Extracted material

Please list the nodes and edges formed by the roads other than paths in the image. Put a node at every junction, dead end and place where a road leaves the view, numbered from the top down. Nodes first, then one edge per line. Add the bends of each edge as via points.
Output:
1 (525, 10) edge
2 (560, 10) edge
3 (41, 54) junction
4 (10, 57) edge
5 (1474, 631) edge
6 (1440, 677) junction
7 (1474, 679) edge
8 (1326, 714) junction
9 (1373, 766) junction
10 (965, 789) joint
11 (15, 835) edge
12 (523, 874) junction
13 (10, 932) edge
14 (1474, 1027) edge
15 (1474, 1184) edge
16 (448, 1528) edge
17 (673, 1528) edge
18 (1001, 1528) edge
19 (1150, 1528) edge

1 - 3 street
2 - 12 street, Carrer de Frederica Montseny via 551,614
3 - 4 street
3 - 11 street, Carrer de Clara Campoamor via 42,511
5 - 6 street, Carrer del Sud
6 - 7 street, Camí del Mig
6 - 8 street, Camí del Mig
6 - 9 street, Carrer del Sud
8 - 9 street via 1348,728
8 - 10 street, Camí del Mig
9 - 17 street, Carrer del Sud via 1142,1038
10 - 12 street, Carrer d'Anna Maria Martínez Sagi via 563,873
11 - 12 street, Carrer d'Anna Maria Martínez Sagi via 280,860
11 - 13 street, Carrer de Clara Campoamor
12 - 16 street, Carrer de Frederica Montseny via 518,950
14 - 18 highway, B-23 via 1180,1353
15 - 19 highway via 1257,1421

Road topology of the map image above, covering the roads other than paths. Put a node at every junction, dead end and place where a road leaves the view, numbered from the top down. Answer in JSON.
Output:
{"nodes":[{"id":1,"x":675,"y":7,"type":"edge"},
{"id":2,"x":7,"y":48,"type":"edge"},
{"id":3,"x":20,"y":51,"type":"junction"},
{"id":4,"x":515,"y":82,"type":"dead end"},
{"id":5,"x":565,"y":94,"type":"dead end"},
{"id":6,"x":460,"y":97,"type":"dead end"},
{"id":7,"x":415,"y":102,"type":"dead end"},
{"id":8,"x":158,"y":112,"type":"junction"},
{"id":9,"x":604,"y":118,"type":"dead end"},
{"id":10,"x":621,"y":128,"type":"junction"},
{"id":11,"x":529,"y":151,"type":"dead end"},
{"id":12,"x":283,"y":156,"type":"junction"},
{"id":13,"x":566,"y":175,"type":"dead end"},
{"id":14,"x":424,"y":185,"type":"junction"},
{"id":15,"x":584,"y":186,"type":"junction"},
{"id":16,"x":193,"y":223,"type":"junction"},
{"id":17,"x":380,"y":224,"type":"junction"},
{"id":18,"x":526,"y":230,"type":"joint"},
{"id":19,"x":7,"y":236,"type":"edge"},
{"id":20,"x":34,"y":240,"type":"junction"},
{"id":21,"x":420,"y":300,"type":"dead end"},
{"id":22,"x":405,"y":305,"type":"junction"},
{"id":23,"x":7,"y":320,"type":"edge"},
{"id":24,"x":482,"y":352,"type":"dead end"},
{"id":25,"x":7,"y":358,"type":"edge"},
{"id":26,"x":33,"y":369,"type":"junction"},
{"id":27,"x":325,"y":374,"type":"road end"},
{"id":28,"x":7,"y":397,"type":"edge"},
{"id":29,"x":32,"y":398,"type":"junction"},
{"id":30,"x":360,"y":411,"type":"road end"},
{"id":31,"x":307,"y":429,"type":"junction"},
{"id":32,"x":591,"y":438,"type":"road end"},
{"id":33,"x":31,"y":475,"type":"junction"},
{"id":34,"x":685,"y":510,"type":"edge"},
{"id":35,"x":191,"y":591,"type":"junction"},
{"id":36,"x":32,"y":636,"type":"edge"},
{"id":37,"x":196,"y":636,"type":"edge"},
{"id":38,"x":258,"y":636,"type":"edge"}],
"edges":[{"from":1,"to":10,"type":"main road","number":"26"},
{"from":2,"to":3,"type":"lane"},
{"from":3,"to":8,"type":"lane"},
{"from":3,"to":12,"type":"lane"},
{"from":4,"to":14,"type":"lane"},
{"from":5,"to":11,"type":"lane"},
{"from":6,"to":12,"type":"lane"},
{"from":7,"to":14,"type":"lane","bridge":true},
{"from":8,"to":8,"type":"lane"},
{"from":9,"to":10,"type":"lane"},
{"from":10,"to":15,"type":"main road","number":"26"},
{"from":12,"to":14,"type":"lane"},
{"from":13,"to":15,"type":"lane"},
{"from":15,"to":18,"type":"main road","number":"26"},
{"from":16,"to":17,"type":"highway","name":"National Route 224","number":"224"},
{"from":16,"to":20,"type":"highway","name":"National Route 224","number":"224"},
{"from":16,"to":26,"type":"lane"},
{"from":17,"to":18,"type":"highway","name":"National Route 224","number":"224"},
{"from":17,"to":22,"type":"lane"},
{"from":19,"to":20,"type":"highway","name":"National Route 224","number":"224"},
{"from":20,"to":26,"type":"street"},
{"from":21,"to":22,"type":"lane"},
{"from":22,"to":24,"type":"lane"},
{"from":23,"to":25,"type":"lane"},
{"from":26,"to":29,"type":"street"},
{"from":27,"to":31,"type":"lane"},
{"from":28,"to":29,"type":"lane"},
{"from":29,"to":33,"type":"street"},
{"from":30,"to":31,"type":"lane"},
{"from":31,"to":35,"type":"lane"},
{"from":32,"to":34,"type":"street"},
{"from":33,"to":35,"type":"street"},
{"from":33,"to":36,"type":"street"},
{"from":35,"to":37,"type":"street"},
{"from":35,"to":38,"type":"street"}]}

Exercise
Check each line of the data for "Sagi". Copy the lines where it turns up.

Task answer
10 - 12 street, Carrer d'Anna Maria Martínez Sagi via 563,873
11 - 12 street, Carrer d'Anna Maria Martínez Sagi via 280,860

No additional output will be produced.